An MR-7 (Optomec, Albuquerque, NM, USA) equipped with a fiber laser with a maximum power of 500 W was used to prepare the samples using the LENS® additive laser shaping technique. Figure 1 shows a general scheme of the LENS additive manufacturing process [20]. During the production of samples or parts, metal powders are fed into a molten pool, which is formed by a focused laser beam. The samples were built in a protective atmosphere of argon, and the oxygen content in the atmosphere during the building of the samples was kept below 2 ppm. A 15 mm thick flat plate of X37CrMoV5-1 hot-work tool steel with a similar chemical composition to X40CrMoV5-1 steel was used as the substrate. A series of specimens were formed with dimensions of 47 mm × 23 mm × 11 mm (X × Y × Z), and the specimen fabrication parameters used were as follows: power: 320 W, feed/contour head speed: 8 mm/s, powder output: 7.5–8 g/min, hatch space: 0.37 mm, hatch shrink: 0.1 mm, and thickness of the applied layer: 0.25 mm. During the building of the samples, the substrate temperature was maintained at 80, 180, and 350 °C using two heating/cooling tables of our own design. The low-temperature liquid-cooled table enabled temperatures to be maintained from 10 to 85 °C. The high-temperature table, with a heater power of 2000 W, facilitated substrate temperatures in the range of 100–600 °C. Each sample was built in about 4 h to ensure temperature stability during the fabrication process. After each sample was built, the preset substrate temperature was maintained for 2 h to provide conditions for phase transformations to occur in the volume of the entire sample. Owing to the low height of the sample, we assumed that the temperature over its volume remained stable, with the value corresponding to that of the substrate.

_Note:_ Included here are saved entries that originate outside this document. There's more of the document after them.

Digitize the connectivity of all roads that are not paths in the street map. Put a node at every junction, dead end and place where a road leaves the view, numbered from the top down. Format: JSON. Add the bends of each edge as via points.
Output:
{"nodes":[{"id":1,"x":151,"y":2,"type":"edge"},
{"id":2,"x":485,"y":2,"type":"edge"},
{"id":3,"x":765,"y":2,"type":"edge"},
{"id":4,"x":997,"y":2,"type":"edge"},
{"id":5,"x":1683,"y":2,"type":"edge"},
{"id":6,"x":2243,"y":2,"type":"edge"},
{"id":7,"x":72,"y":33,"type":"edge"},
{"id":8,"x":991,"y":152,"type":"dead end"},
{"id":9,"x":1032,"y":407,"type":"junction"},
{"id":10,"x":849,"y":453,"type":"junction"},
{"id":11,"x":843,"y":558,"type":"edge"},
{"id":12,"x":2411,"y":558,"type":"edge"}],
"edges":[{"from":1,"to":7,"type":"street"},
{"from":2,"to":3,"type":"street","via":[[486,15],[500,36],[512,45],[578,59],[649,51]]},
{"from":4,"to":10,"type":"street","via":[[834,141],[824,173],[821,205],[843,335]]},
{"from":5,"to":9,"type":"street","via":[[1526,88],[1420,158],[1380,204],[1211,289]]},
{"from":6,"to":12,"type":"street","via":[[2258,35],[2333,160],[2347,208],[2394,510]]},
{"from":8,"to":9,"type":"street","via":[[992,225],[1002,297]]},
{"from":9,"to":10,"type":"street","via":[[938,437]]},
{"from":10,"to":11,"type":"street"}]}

A schematic of the macroscopic temperature change on the background of the isothermal TTT diagram is shown in Figure 2 (from the TTT diagram of H13 steel) [21]. The feedstock for building the samples was a spherical powder of X40CrMoV5-1 tool steel (TLS Technik GmbH & Co., Niedernberg, Germany) with a particle size range of 45–100 μm, as confirmed using an IPS UA particle size analyzer (KμK Instruments, Warsaw, Poland) shown in Figure A1 in Appendix A. The chemical composition of the powder measured is shown in Table 1; carbon was not measured due to inadequate EDS accuracy.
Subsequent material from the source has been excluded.